* [DIRECTIONS]:
Copy out, from the entries below, each line holding the string "Battelsesteenweg".

Records excerpted from a collection
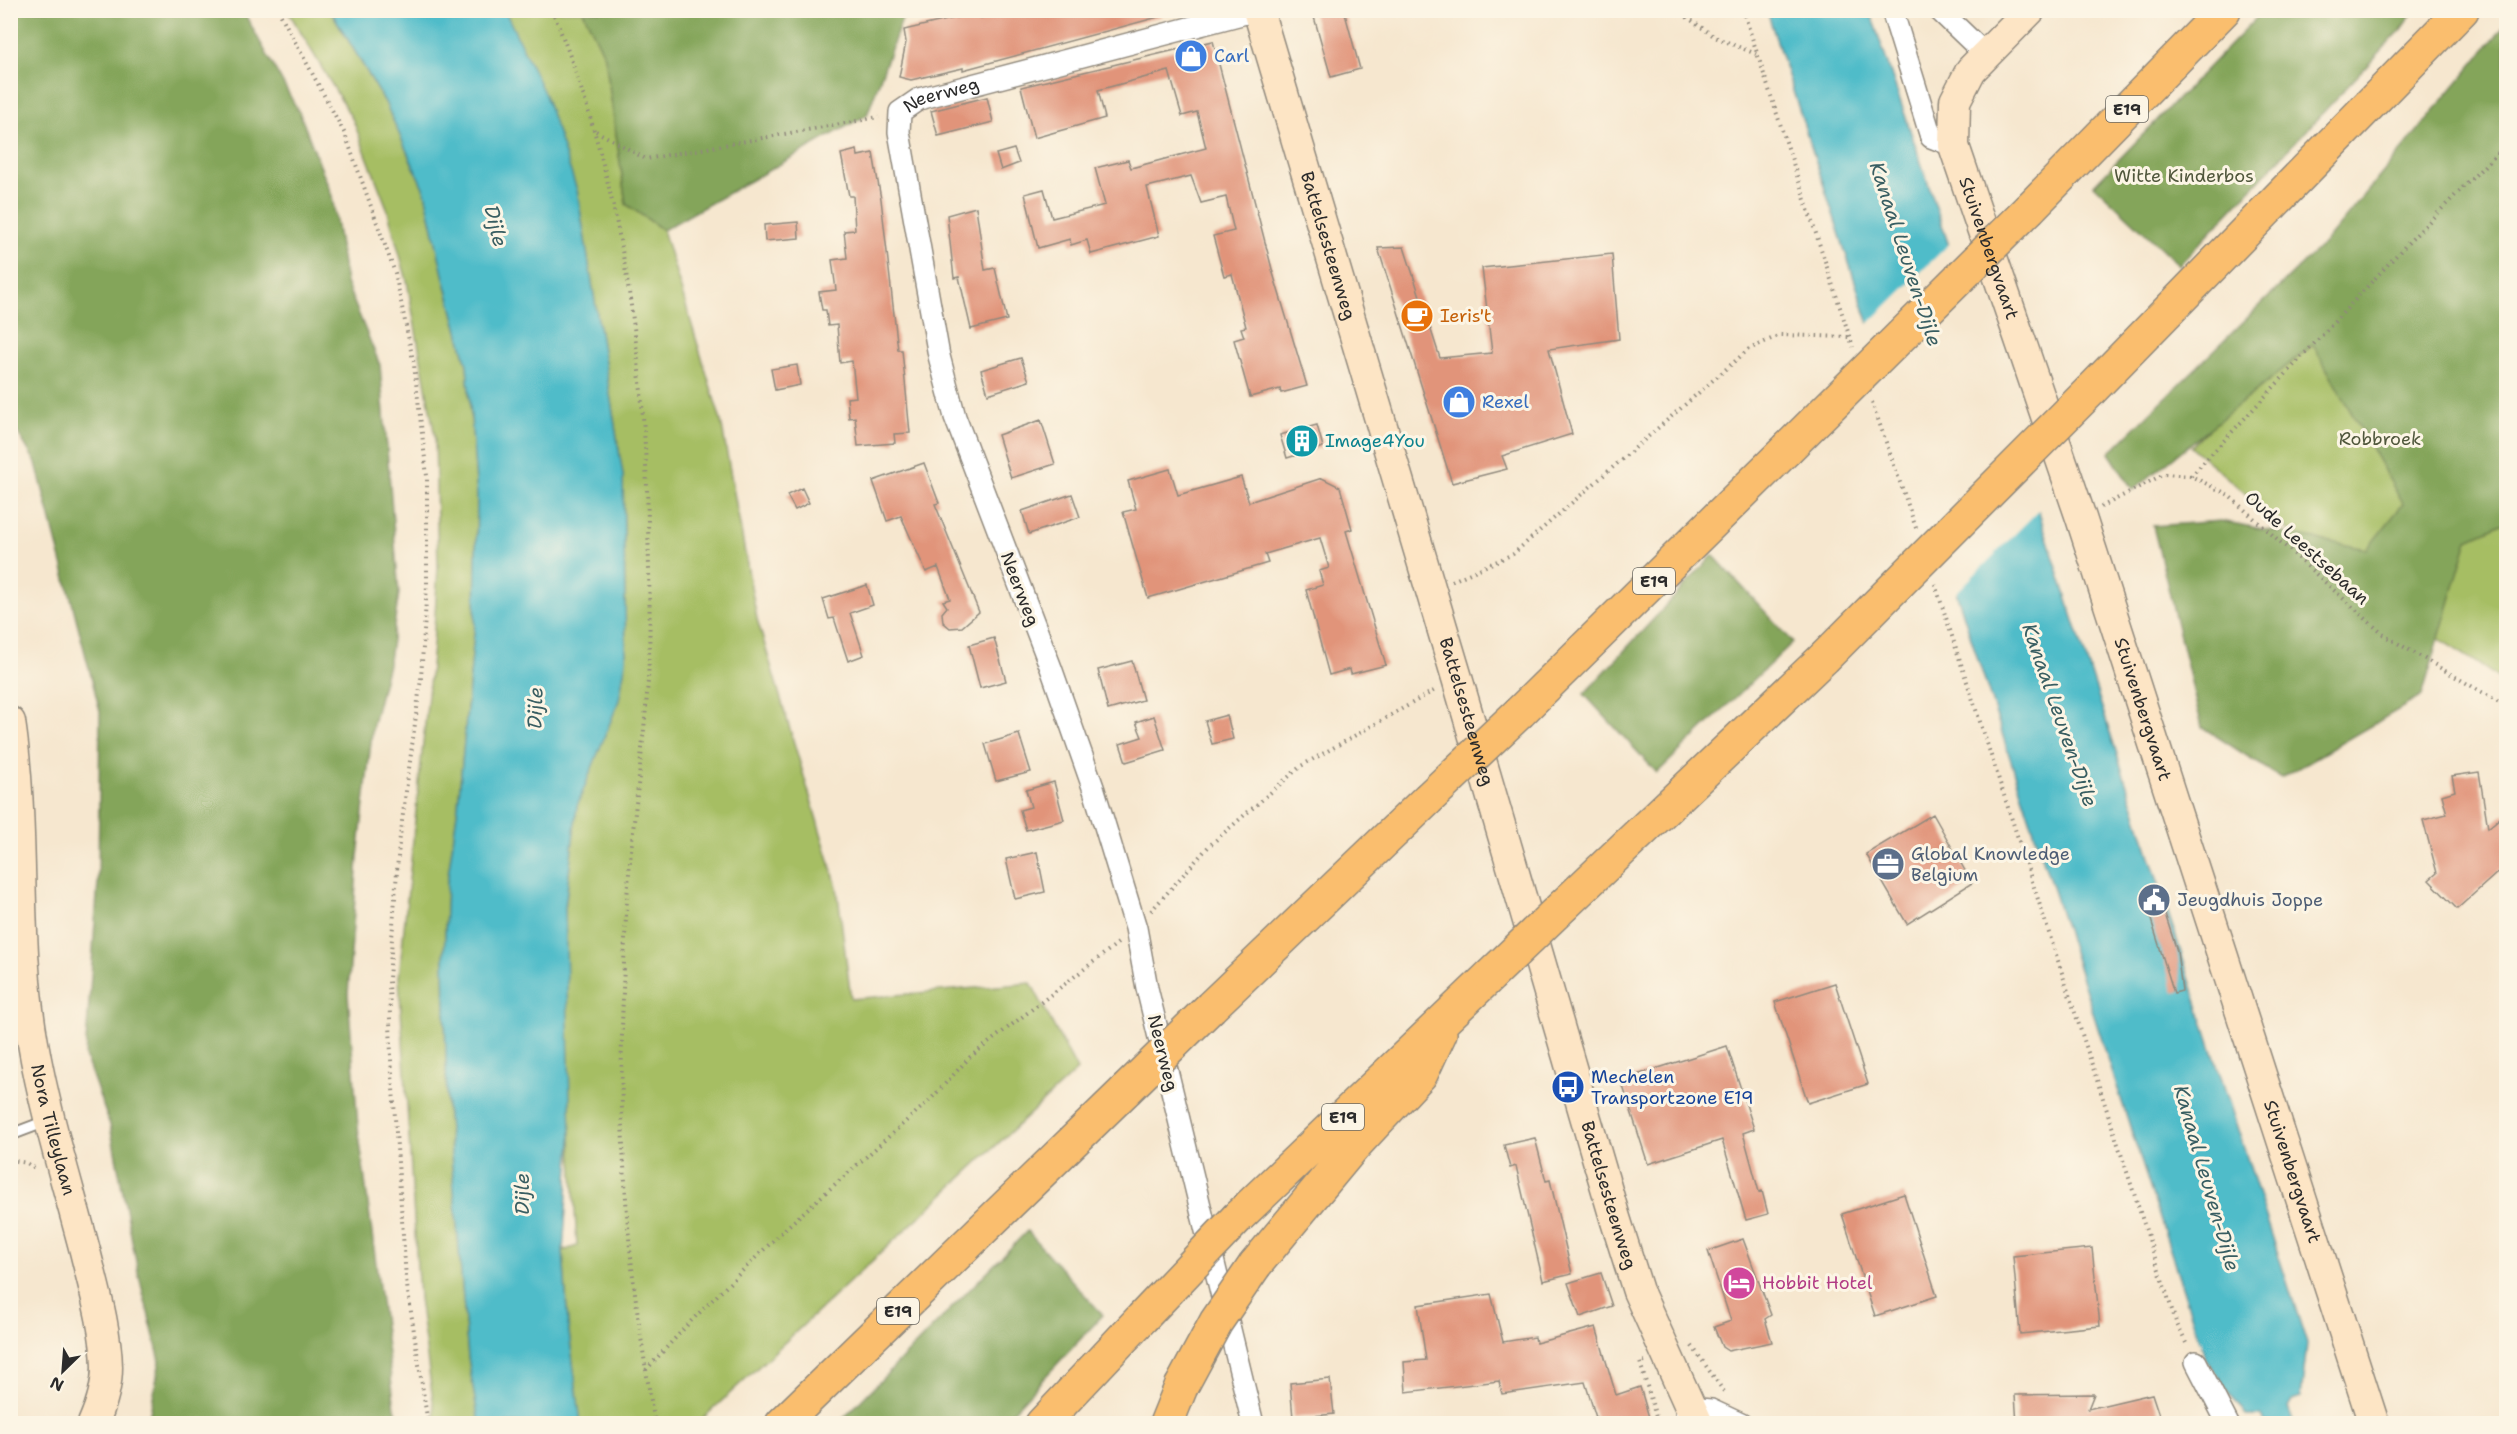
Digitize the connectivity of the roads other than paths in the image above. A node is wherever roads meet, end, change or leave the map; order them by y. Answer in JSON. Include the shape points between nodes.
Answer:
{"nodes":[{"id":1,"x":1257,"y":10,"type":"edge"},
{"id":2,"x":1892,"y":10,"type":"edge"},
{"id":3,"x":1939,"y":10,"type":"edge"},
{"id":4,"x":2031,"y":10,"type":"edge"},
{"id":5,"x":2224,"y":10,"type":"edge"},
{"id":6,"x":2462,"y":10,"type":"edge"},
{"id":7,"x":1986,"y":55,"type":"junction"},
{"id":8,"x":1954,"y":146,"type":"junction"},
{"id":9,"x":10,"y":722,"type":"edge"},
{"id":10,"x":1447,"y":1017,"type":"junction"},
{"id":11,"x":50,"y":1120,"type":"junction"},
{"id":12,"x":10,"y":1135,"type":"edge"},
{"id":13,"x":2196,"y":1362,"type":"road end"},
{"id":14,"x":1690,"y":1418,"type":"edge"},
{"id":15,"x":93,"y":1424,"type":"edge"},
{"id":16,"x":782,"y":1424,"type":"edge"},
{"id":17,"x":1042,"y":1424,"type":"edge"},
{"id":18,"x":1166,"y":1424,"type":"edge"},
{"id":19,"x":1253,"y":1424,"type":"edge"},
{"id":20,"x":1741,"y":1424,"type":"edge"},
{"id":21,"x":2228,"y":1424,"type":"edge"},
{"id":22,"x":2374,"y":1424,"type":"edge"}],
"edges":[{"from":1,"to":14,"type":"main road","name":"Battelsesteenweg","via":[[1615,1218],[1638,1291]]},
{"from":1,"to":19,"type":"street","name":"Neerweg","via":[[919,99],[900,112],[899,132],[939,356],[955,417],[1051,668],[1136,928],[1147,988]]},
{"from":2,"to":8,"type":"street","via":[[1931,137]]},
{"from":3,"to":7,"type":"street"},
{"from":4,"to":7,"type":"main road"},
{"from":5,"to":16,"type":"highway","number":"E19","bridge":true,"via":[[2030,208],[1520,712]]},
{"from":6,"to":10,"type":"highway","number":"E19","bridge":true,"via":[[1824,658]]},
{"from":7,"to":8,"type":"main road","via":[[1971,70],[1955,101]]},
{"from":8,"to":22,"type":"main road","name":"Stuivenbergvaart","via":[[2081,518]]},
{"from":9,"to":11,"type":"main road","name":"Nora Tilleylaan","via":[[19,807],[26,994]]},
{"from":10,"to":17,"type":"highway","number":"E19","bridge":true,"via":[[1238,1217]]},
{"from":10,"to":18,"type":"highway","bridge":true,"via":[[1421,1074],[1353,1147],[1255,1265],[1216,1322]]},
{"from":11,"to":12,"type":"lane"},
{"from":11,"to":15,"type":"main road","name":"Nora Tilleylaan","via":[[97,1300],[106,1350],[105,1389]]},
{"from":13,"to":21,"type":"street"},
{"from":14,"to":20,"type":"street","name":"Battelsesteenweg","via":[[1711,1410]]}]}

* [RESPONSE AREA]:
"edges":[{"from":1,"to":14,"type":"main road","name":"Battelsesteenweg","via":[[1615,1218],[1638,1291]]},
{"from":14,"to":20,"type":"street","name":"Battelsesteenweg","via":[[1711,1410]]}]}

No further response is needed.